# Supply PETSc numbering for shared-memory block matrix

Hello FreeFEM developers,

I have a multiphysics problem which results in a 9x9 block matrix system. Each of these blocks is itself composed of several small sub-blocks which correspond to different meshes and physics. Currently, I am using PETSc to solve this system based on a block preconditioner using the fieldsplit framework. In this approach, each of the 9 blocks along the diagonal is factorized one after the other using MUMPS. Note that each block is quite reasonably sized for direct methods and the overall system has ~5 million DoF.
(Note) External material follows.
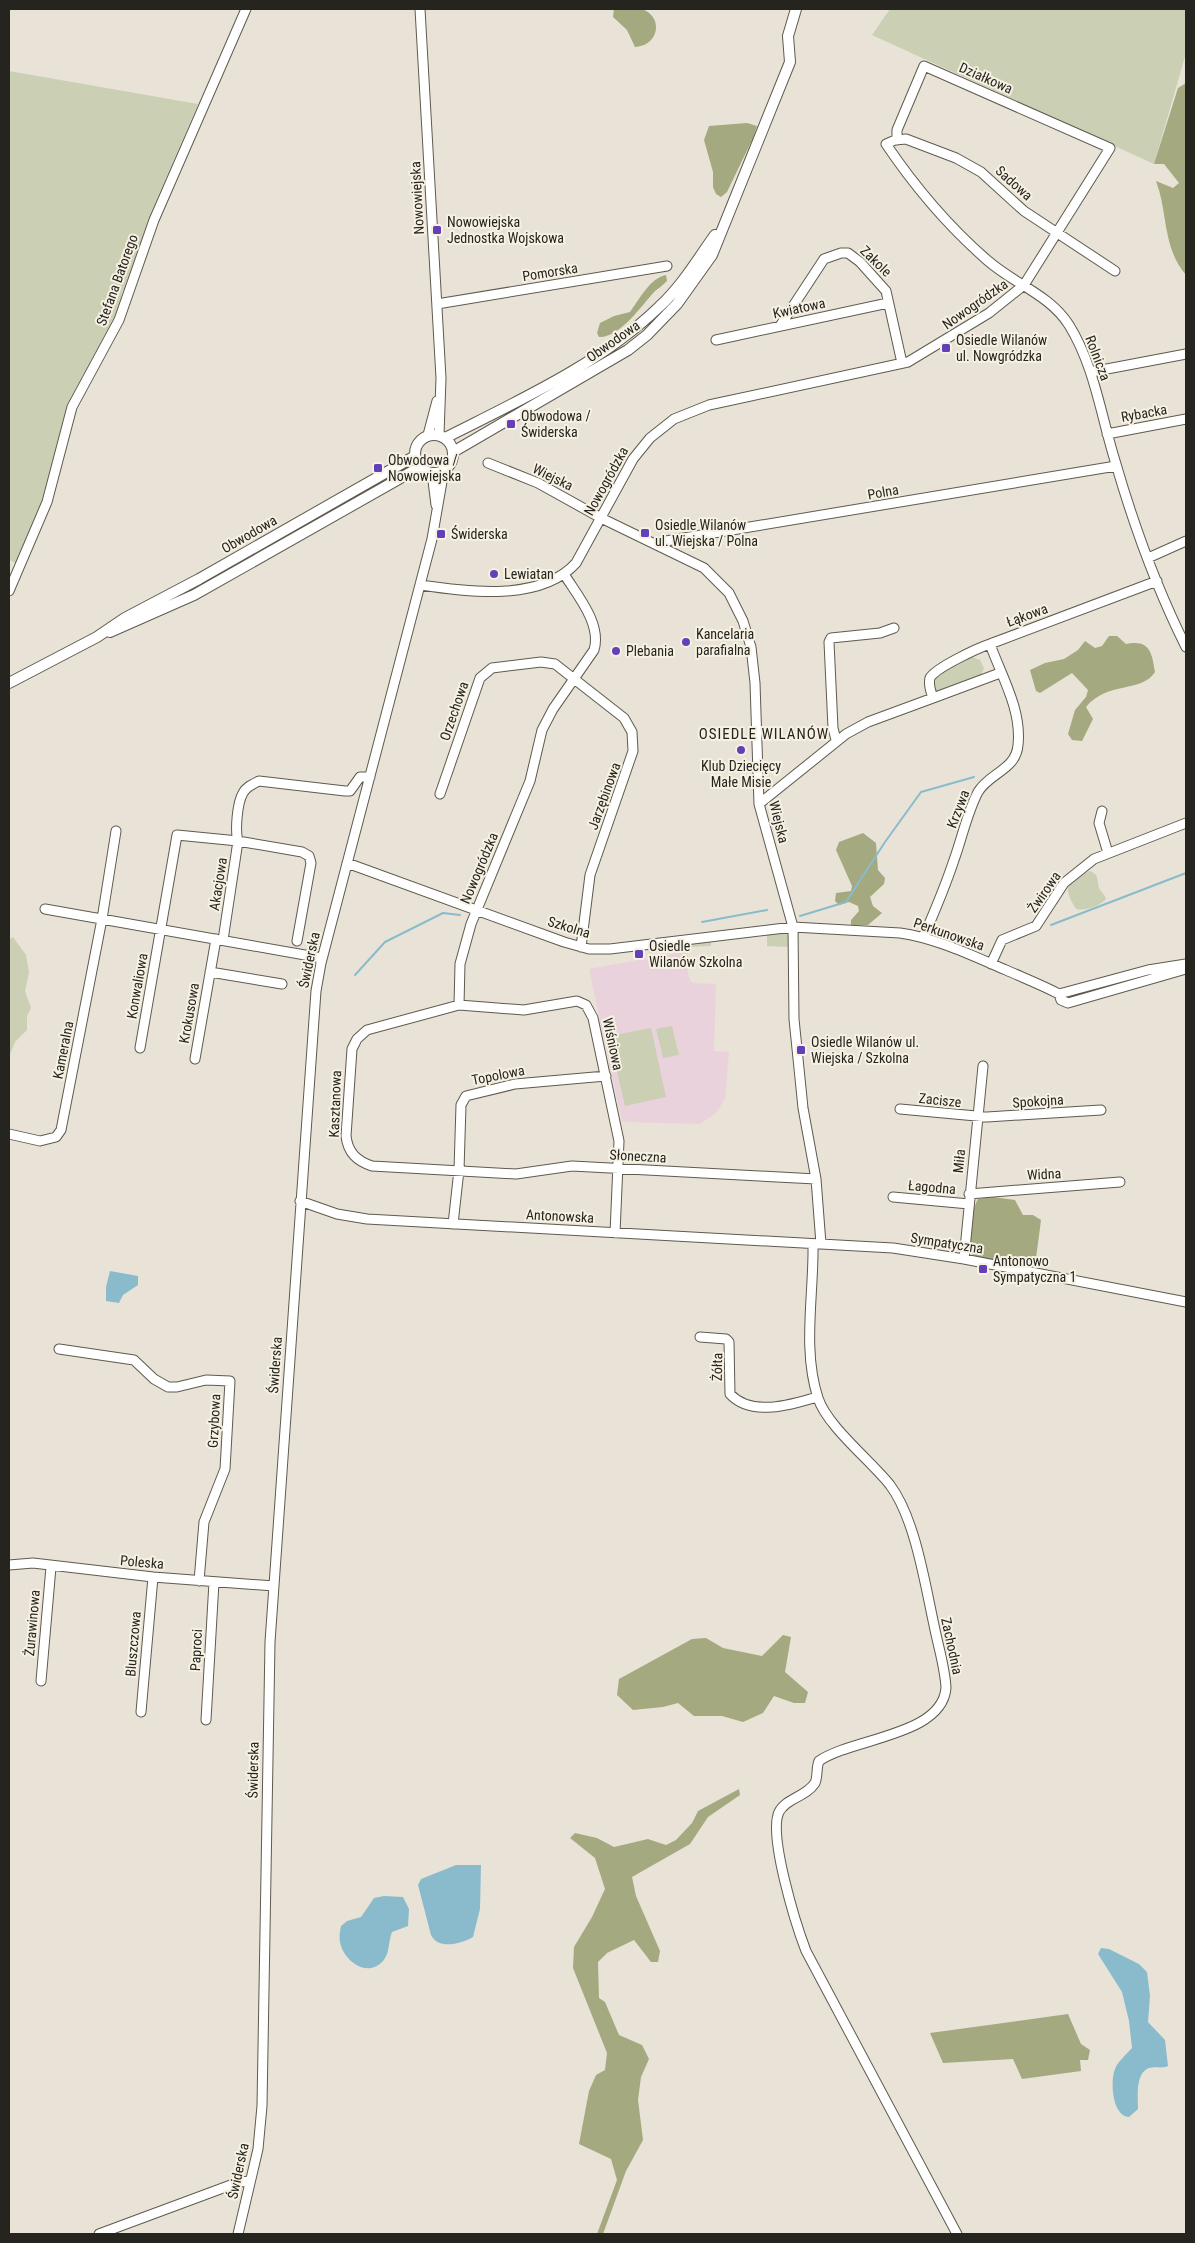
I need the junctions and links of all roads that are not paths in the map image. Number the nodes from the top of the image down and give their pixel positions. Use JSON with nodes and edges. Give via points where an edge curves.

I have confirmed that this approach works, but I would like to accelerate the preconditioner factorization step. It seems to me that a significant improvement could be attained by attacking the factorizations for the blocks along the diagonal in parallel. However, I am not sure how to tell PETSc to do this.
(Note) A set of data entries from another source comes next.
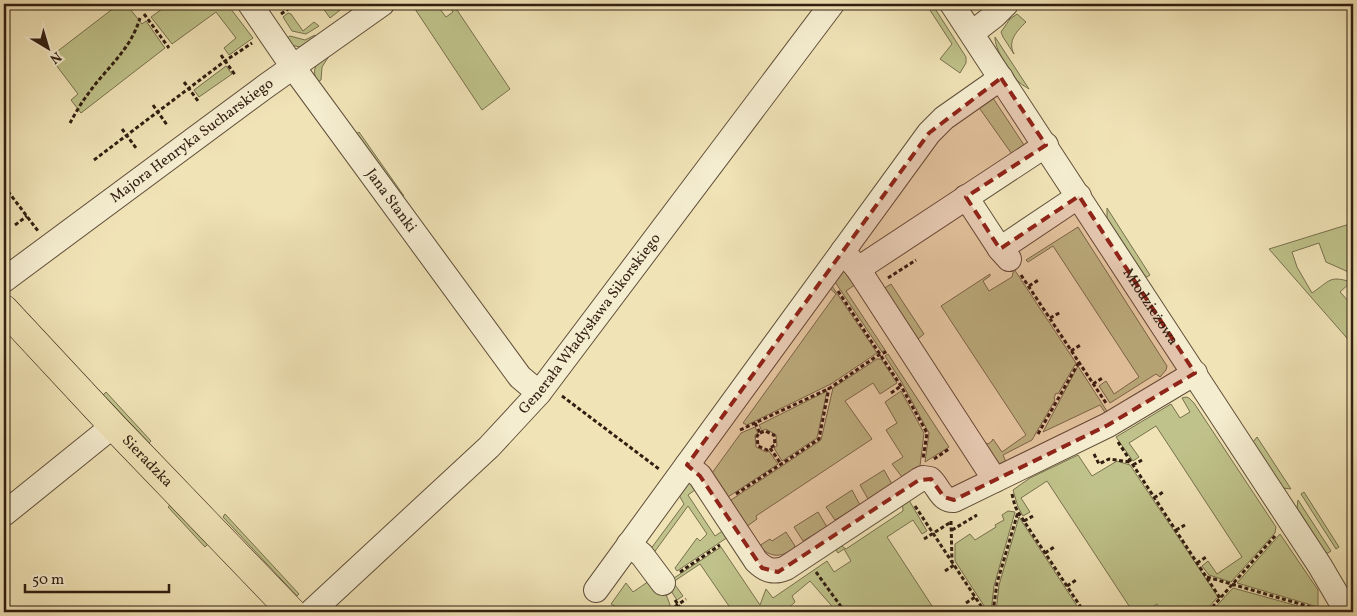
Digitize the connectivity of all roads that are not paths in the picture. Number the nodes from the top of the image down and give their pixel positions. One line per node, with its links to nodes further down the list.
1 (250, 4): 7 (street, Jana Stanki)
2 (382, 4): 7 (street, Majora Henryka Sucharskiego)
3 (832, 4): 17 (street, Generała Władysława Sikorskiego)
4 (952, 4): 6 (street, Młodzieżowa)
5 (1006, 4): 6 (street)
6 (972, 33): 8 (street, Młodzieżowa)
7 (293, 67): 14 (street, Majora Henryka Sucharskiego); 17 (street, Jana Stanki)
8 (1001, 78): 9 (street, Młodzieżowa); 12 (street)
9 (1046, 145): 10 (street, Młodzieżowa); 11 (street)
10 (1079, 196): 11 (street); 16 (street, Młodzieżowa)
11 (966, 197): 13 (street)
12 (843, 251): 13 (street); 19 (street)
13 (858, 269): 20 (street)
14 (4, 280)
15 (4, 309): 18 (main road, Sieradzka)
16 (1195, 373): 20 (street); 27 (street, Młodzieżowa)
17 (549, 393): 26 (street, Generała Władysława Sikorskiego)
18 (113, 426): 21 (street); 25 (main road, Sieradzka)
19 (681, 473): 20 (street); 22 (street)
20 (1003, 483)
21 (4, 514)
22 (629, 544): 23 (street); 24 (street)
23 (663, 583)
24 (596, 590)
25 (292, 612)
26 (311, 612)
27 (1347, 612)

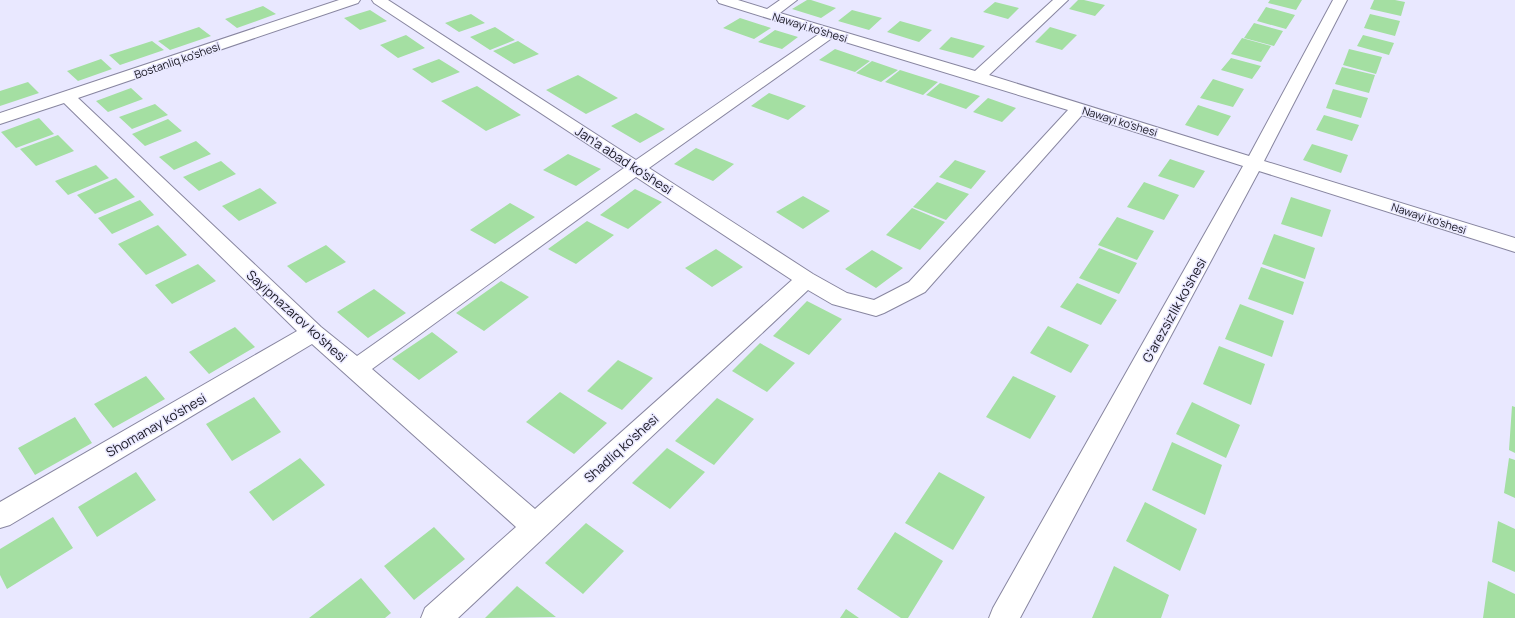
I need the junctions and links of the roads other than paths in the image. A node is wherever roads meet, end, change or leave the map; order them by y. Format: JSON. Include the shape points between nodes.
{"nodes":[{"id":1,"x":354,"y":0,"type":"edge"},
{"id":2,"x":379,"y":0,"type":"edge"},
{"id":3,"x":724,"y":0,"type":"edge"},
{"id":4,"x":790,"y":0,"type":"edge"},
{"id":5,"x":1061,"y":0,"type":"edge"},
{"id":6,"x":1340,"y":0,"type":"edge"},
{"id":7,"x":768,"y":14,"type":"junction"},
{"id":8,"x":830,"y":33,"type":"junction"},
{"id":9,"x":978,"y":77,"type":"junction"},
{"id":10,"x":66,"y":97,"type":"junction"},
{"id":11,"x":1079,"y":108,"type":"junction"},
{"id":12,"x":0,"y":119,"type":"edge"},
{"id":13,"x":1254,"y":163,"type":"junction"},
{"id":14,"x":636,"y":168,"type":"junction"},
{"id":15,"x":1515,"y":245,"type":"edge"},
{"id":16,"x":806,"y":279,"type":"junction"},
{"id":17,"x":313,"y":333,"type":"junction"},
{"id":18,"x":356,"y":369,"type":"junction"},
{"id":19,"x":0,"y":516,"type":"edge"},
{"id":20,"x":535,"y":526,"type":"junction"},
{"id":21,"x":436,"y":618,"type":"edge"},
{"id":22,"x":1004,"y":618,"type":"edge"}],
"edges":[{"from":1,"to":10,"type":"street","name":"Bostanliq ko'shesi"},
{"from":2,"to":14,"type":"street","name":"Jan'a abad ko'shesi"},
{"from":3,"to":7,"type":"street","name":"Nawayi ko'shesi"},
{"from":4,"to":7,"type":"street"},
{"from":5,"to":9,"type":"street"},
{"from":6,"to":13,"type":"street","name":"G'arezsizlik ko'shesi"},
{"from":7,"to":8,"type":"street","name":"Nawayi ko'shesi"},
{"from":8,"to":9,"type":"street","name":"Nawayi ko'shesi"},
{"from":8,"to":14,"type":"street"},
{"from":9,"to":11,"type":"street","name":"Nawayi ko'shesi"},
{"from":10,"to":12,"type":"street","name":"Bostanliq ko'shesi"},
{"from":10,"to":17,"type":"street","name":"Sayipnazarov ko'shesi"},
{"from":11,"to":13,"type":"street","name":"Nawayi ko'shesi"},
{"from":11,"to":16,"type":"street","name":"Jan'a abad ko'shesi","via":[[917,287],[876,308],[840,299]]},
{"from":13,"to":15,"type":"street","name":"Nawayi ko'shesi"},
{"from":13,"to":22,"type":"street","name":"G'arezsizlik ko'shesi"},
{"from":14,"to":16,"type":"street","name":"Jan'a abad ko'shesi"},
{"from":14,"to":18,"type":"street"},
{"from":16,"to":20,"type":"street","name":"Shadliq ko'shesi"},
{"from":17,"to":18,"type":"street","name":"Sayipnazarov ko'shesi"},
{"from":17,"to":19,"type":"street","name":"Shomanay ko'shesi"},
{"from":18,"to":20,"type":"street","name":"Sayipnazarov ko'shesi"},
{"from":20,"to":21,"type":"street","name":"Shadliq ko'shesi"}]}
The relevant commands I am currently using are below. Is there a command I can add to my ssparams’’ variable to make PETSc push the factorization steps to different (groups of) processors? Thanks in advance!

real[int] ffields(N*NDOF); // create matrix numbering for fieldsplit
string[int] nnames(N);  // N is number of blocks, NDOF is number of DOF per block
for (int n = 0; n < N; n++){
ffields(n*NDOF:(n+1)*NDOF - 1) = real(n+1);
nnames[n] = "block" + n;
}
string ssparams = "-ksp_type gmres -pc_type fieldsplit -pc_fieldsplit_type multiplicative ";
for (int n = 0; n <= N; n++){
ssparams = ssparams + "-fieldsplit_" + nnames[n] + "_pc_type lu ";
ssparams = ssparams + "-fieldsplit_" + nnames[n] + "_ksp_type preonly ";
ssparams = ssparams + "-fieldsplit_" + nnames[n] + "_pc_factor_mat_solver_type mumps ";
}
matrix A;
funcA(A); // build A matrix (consisting of all 9x9 blocks)
Mat dA = A; // convert to PETSc Mat
set(dA, sparams = ssparams, fields = ffields, names = nnames);
real[int] b(N*NDOF);
funcb(b); // build RHS vector
real[int] x = dA^-1*b // solve Ax=b

Hi Chris,
Good to see you are making steady progress with FreeFEM + PETSc
I’ll give a very general answer, because the link between the title of your post and the content of the post is not very clear to me.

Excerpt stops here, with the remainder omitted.